Our immune system is not only capable of fighting infections but can also, in principle, recognize and eliminate cancer cells. The principle of immunotherapy involves "training" the immune system to fight cancer. This is achieved, for example, through genetic modification of specific immune cells called T cells. These T cells can be engineered to carry a chimeric antigen receptor (CAR) on their surface. The resulting CAR T cells can then recognize and eliminate cancer cells in the patient’s body. This type of therapy has already been highly successful in treating children and adolescents with a specific type of blood cancer (lymphoblastic leukemia). Unfortunately, the therapy has so far been less effective for other forms of blood cancer (myeloid leukemia) and most solid tumors (e.g., brain tumors or bone tumors). We aim to change this! Our research projects focus on questions such as: What strategies have tumors developed to evade detection by the immune system? How can CAR T cells recruit other immune cells for help? How can we optimize T cells to effectively migrate to solid tumors and eliminate them?
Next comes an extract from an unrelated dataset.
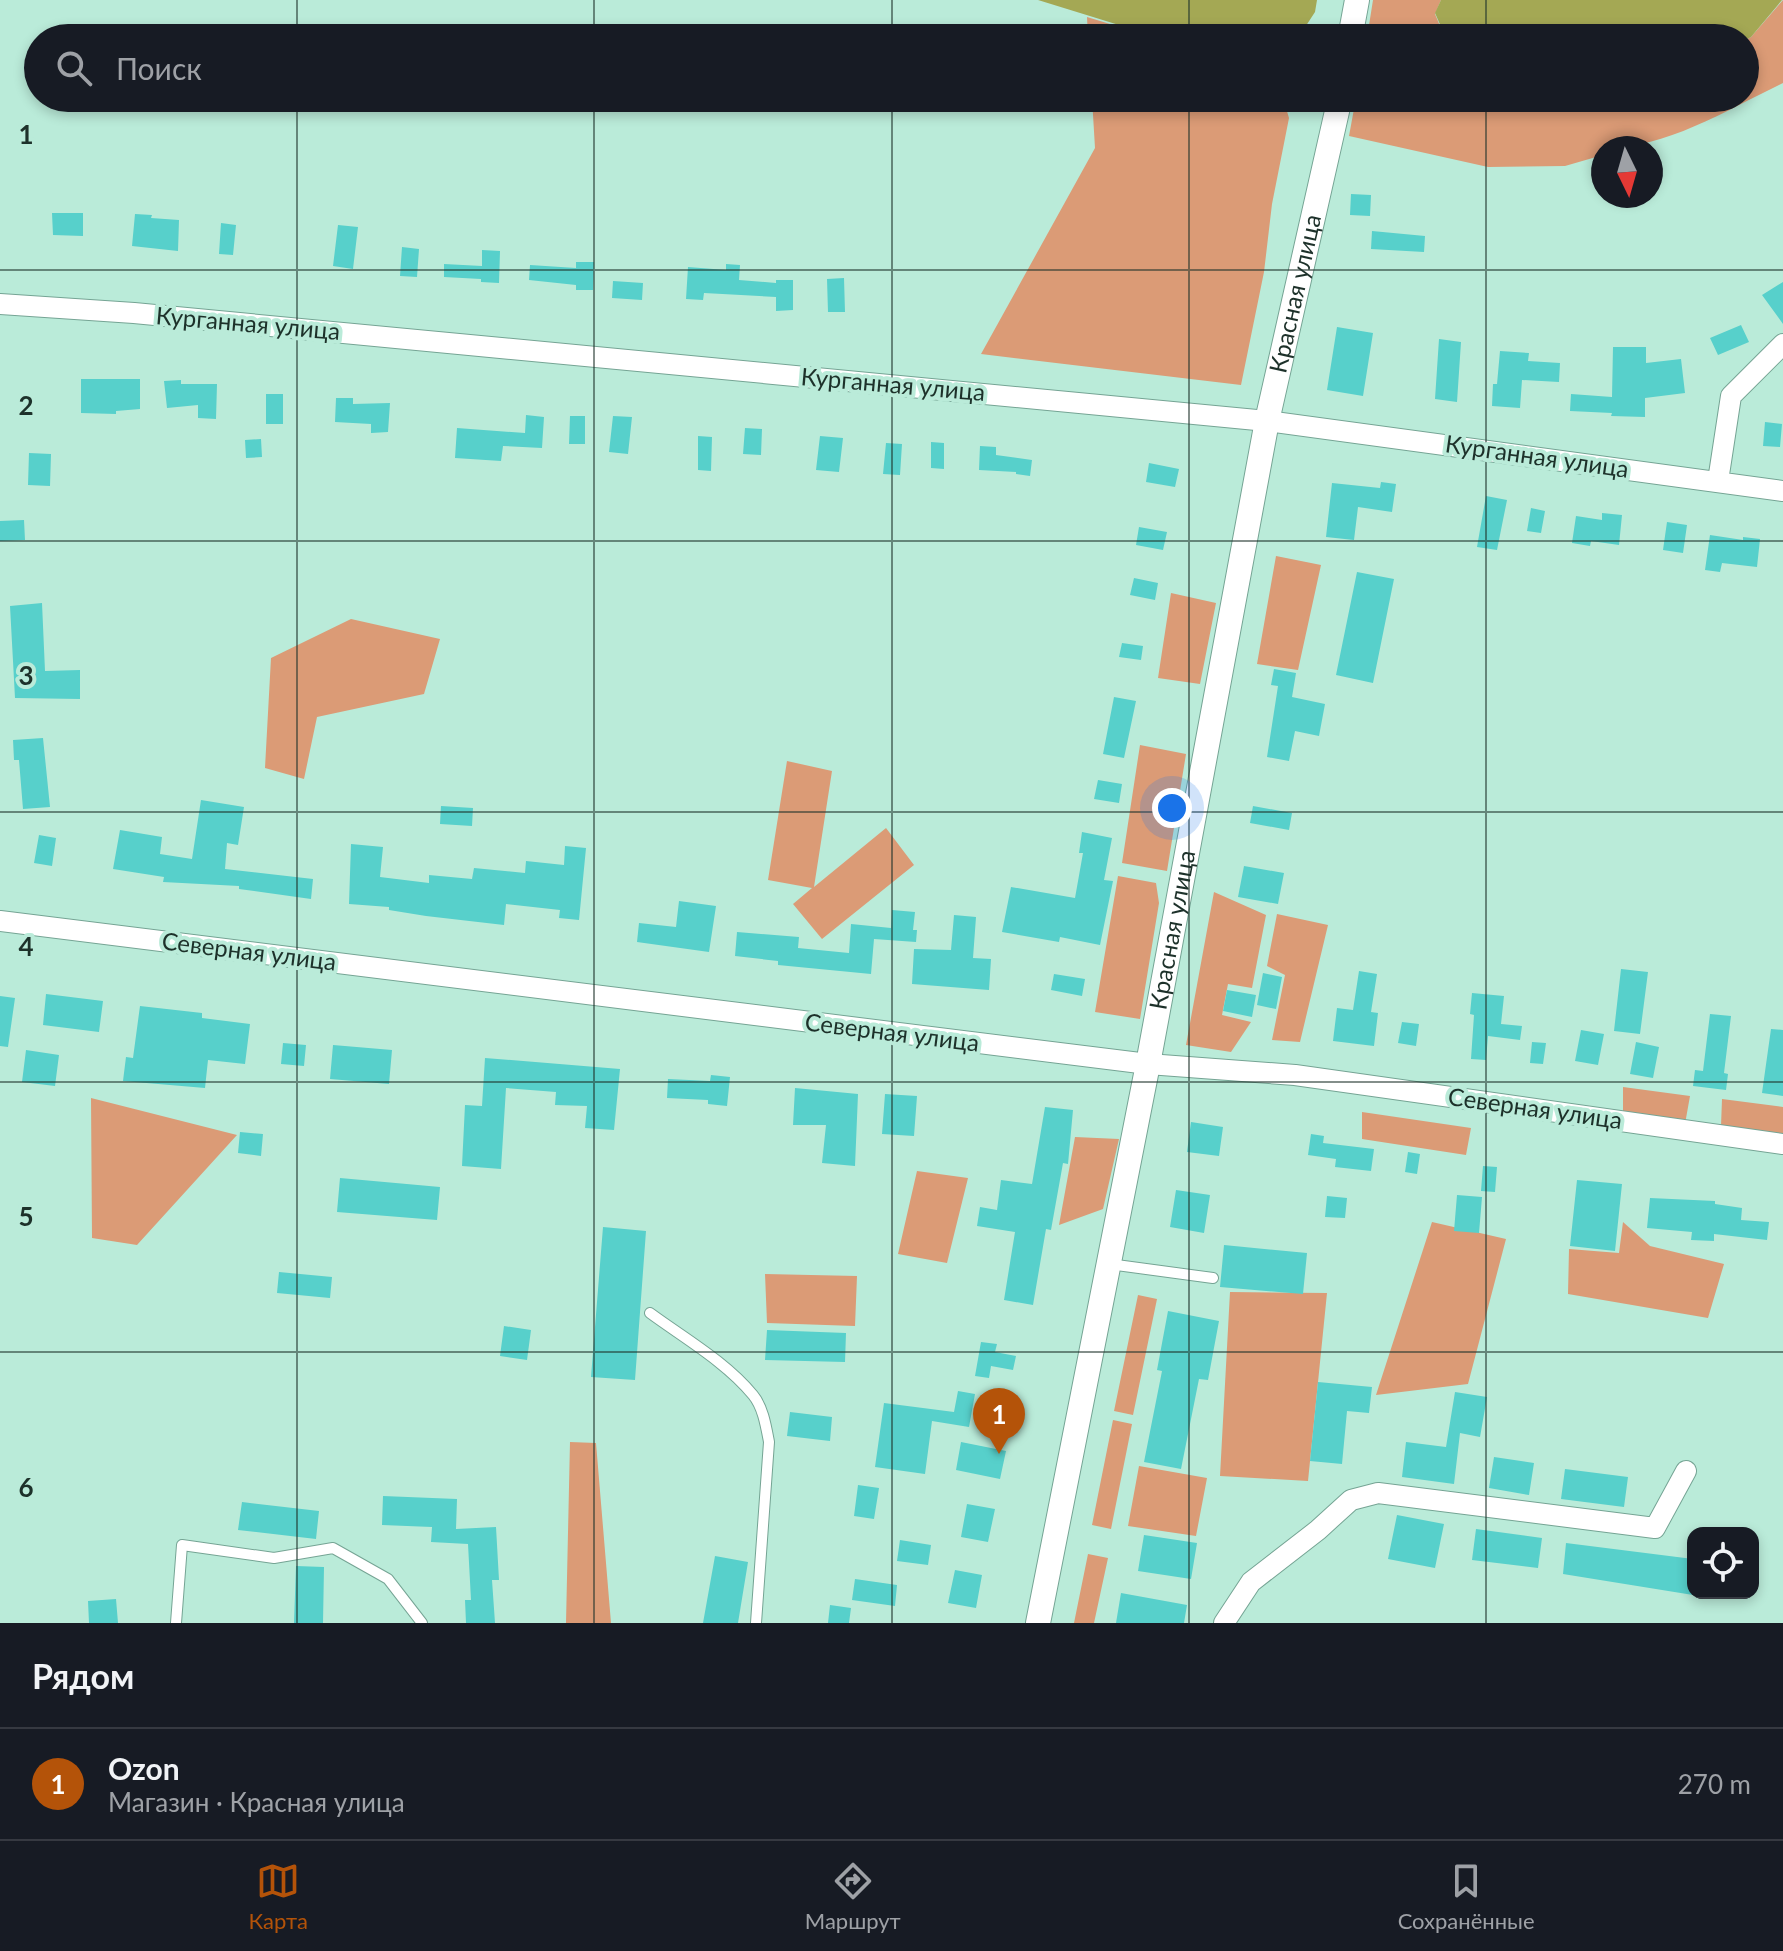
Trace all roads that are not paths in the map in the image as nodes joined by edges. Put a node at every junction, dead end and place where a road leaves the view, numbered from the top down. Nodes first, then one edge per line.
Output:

The techniques performed in our laboratory include genetic engineering (e.g., using CRISPR/Cas9, lentiviruses, or retroviruses), cell culture, flow cytometry, CRISPR screens, next-generation sequencing, various tumor models, and functional analyses (e.g., characterizing CAR T cell function). Our projects are carried out in close collaboration with colleagues at the DKFZ, KiTZ, and UKHD, as well as with our national and international partners.
Together, we aim to unravel the functionality of immune cells in cancer and develop a new generation of immunotherapies for cancer treatment.
Team
We are an international team with expertise in genetic engineering, immunotherapy, tumor models, pediatrics, immunology, genomics, bioinformatics and CRISPR screens.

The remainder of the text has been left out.